Primeiro episódio:
Quem compra desfaz no animal.
Quem vende, põe-no nos cornos da lua.
A vaca é mirada, espreitada, apalpada da cabeça ao rabo.
E, por fim, passeada para se ver como pisa e anda.
Se é leiteira, sopesam-lhe os úberes ajoujados, passam-lhe a mão por entre as pernas, não vá ela ter cócegas ou escoicear.
E dão-lhe palmadinhas nos lombos, a ver se é mansa.
Logo o vendedor acorre a desfazer receios:
-Não se atarante, esta vaca pode ordenhá-la uma criança
Depois, passa a gabar as qualidades que não se veem - as encobertas
Mas o comprador, orelhas moucas à catrefa de qualidades apontadas, vai observando e debicando nos defeitos:
-Não é praininha das costas, é pesadona, é esquadrilhada, os sinais são maus...
Quando a querem para açougue, onde certos defeitos não contam, dizem que a querem para trabalho.
E, então carregam-lhe no que se lhes afigura defeito:
-Casco de palma raso, mal encabeçada de cornos, alta de cernelha ...
As negociações estendem-se, delongam-se, prolongam-se
-O animal é bom, diz-lho quem sabe - afirma, enérgico, o vendedor.
O comprador rosna.
-Nem todos dirão que serve!
Escamado, gestos esbandalhados, o outro retruca, olhos perros e voz troante:
-Quem disser que não serve, vai preso
O comprador abana a cabeça como ressabiado.
-Não vou com essa, não como lérias.
E o dono da vaca, terminante
Já lhe disse - a vaca não tem defeitos
O mercador retruca desconfiado
-Em casa é que se vai ver se os tem ou não, na feira tudo são cantigas.
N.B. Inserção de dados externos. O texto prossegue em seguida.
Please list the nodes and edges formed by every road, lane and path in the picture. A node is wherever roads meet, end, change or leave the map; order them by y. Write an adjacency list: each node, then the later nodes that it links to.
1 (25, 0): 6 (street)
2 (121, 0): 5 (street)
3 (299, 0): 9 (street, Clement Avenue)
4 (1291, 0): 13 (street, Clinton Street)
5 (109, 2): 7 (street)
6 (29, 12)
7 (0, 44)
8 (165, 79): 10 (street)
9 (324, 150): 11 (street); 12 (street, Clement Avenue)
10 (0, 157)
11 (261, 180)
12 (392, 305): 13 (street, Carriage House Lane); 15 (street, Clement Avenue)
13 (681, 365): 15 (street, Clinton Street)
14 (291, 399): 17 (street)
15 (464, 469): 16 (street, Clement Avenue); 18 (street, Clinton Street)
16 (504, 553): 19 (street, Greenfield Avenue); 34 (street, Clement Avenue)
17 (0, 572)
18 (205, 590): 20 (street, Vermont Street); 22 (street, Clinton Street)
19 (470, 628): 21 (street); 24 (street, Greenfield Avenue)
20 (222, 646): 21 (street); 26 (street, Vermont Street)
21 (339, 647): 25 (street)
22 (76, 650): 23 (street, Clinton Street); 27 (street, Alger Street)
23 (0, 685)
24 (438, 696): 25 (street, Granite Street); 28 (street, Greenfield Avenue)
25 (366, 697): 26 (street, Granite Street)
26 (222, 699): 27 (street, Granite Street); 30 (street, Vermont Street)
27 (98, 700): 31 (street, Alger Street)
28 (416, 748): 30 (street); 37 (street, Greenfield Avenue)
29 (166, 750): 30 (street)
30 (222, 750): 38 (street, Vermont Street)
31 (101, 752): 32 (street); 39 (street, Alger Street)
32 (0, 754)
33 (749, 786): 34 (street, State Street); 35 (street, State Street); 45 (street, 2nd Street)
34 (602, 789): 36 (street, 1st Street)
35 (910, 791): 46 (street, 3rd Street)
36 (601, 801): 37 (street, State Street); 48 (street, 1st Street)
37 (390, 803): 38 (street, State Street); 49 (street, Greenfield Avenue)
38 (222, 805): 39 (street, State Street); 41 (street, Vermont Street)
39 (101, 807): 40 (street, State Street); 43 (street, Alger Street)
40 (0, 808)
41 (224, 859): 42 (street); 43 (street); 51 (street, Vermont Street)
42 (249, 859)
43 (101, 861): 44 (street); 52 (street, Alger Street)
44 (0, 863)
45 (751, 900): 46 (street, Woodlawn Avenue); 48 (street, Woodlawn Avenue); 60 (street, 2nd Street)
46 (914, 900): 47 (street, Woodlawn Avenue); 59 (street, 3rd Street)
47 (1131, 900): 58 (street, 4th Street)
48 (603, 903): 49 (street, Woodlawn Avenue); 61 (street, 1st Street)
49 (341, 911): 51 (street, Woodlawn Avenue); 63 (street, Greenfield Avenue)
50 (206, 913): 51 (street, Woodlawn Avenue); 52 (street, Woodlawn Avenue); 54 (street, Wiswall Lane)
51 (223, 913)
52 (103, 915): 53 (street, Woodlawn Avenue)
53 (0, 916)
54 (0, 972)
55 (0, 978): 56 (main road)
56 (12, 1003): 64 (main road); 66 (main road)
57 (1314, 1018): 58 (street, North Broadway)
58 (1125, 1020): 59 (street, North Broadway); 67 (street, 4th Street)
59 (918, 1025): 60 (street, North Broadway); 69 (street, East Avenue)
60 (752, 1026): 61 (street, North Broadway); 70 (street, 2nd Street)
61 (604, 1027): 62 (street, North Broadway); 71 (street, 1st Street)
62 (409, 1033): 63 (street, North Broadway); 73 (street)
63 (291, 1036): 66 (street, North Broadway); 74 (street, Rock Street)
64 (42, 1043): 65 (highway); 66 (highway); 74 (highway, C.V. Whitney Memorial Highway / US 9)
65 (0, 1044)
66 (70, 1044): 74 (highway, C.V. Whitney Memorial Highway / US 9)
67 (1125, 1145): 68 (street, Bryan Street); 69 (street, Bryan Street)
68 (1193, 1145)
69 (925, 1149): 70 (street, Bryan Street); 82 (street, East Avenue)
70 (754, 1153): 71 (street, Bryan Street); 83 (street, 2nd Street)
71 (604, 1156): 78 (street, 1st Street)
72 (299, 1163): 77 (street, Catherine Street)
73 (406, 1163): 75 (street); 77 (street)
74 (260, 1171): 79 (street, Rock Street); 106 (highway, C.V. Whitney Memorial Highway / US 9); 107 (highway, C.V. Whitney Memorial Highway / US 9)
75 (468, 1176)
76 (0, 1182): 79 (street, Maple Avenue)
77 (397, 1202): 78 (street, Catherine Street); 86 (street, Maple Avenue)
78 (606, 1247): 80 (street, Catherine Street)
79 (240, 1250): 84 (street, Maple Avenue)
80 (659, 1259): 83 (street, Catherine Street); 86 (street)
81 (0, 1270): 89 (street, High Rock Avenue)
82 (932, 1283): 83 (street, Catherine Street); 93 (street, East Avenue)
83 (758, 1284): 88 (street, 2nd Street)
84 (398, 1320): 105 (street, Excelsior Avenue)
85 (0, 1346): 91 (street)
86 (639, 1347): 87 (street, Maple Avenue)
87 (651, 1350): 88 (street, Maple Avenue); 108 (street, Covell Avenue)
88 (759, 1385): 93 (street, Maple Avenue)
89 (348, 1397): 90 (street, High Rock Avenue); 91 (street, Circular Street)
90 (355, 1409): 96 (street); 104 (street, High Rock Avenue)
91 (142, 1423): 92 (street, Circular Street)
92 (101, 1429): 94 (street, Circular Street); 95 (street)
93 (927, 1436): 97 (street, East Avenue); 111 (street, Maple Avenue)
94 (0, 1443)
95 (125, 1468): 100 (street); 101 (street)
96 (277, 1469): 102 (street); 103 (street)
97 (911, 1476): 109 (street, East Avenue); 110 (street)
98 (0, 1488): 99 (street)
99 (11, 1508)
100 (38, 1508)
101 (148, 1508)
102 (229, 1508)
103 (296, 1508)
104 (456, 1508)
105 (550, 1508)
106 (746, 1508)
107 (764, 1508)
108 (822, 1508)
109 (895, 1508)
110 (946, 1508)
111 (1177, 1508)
Ferido, pelo dito supeitoso, o homem da vaca cresce para o outro, exalta-se, faz roda, descobre-se e de chapéu na mão, olhos candidos de apóstolo alçados aos céus, conclama em tom religioso
-Deus Nosso Senhor me dê a mim, á minha mulher e aos meus filhos, os defeitos que esta vaca tiver.
Segundo episódio:
Finalmente, após varios diálogos a fazer e a desfazer no animal, assentam em que a vaca serve, mas não se chegam ao preço.
Marralham para trás. Marralham para a frente. Nada. E, de novo, a coisa empanca.
Mas alguém que, encostado ao varapau, coca a cena, aproxima-se, mete bedelho.
É o Misseiro, diplomata de tamancos, chapéu para a nuca e véstia ao ombro.
Mediador interesseiro que leva sempre rasca na assadura, quer seja pelo vendedor, quer seja pelo comprado, quando não por ambos.
Chega-se á fala.
Então em contratos?
Conversamos, responde com pastoral simplicidade bíblica o vendedor, como se não conhecesse aquele tipório
Então o misseiro vira-se para comprador
-Quanto é que ele pede?
-Doze notas
-Pois não pede por largo, não senhor.
O comprador trava.
-Há que vir para baixo .
-Quanto lhe oferece?
-Sete notas.
-Já não falta tudo, dê-lhe dez.
-Dou-lhe oito.
O vendedor, desprendido
-Dê-me o ganho e vou á vida, são onze notas.
-O quê—arrede o cavalo da chuva
E, outra vez, o negócio emperra.
Intervém, então, um segundo misseiro.
-Um a gemer, outro a gemer, não se faz nada, arrume-se com isto. Rache-se a diferença ao meio.
-Pronto, diz o comprador—fica em nove.
-Aqui está o sinal .
E mete uma nota à força, entre a camisa aberta e o peito do vendedor, que reponta ainda, mas que os misseiros contêm.
-É bom negócio, arrume e vá rabear para a feira.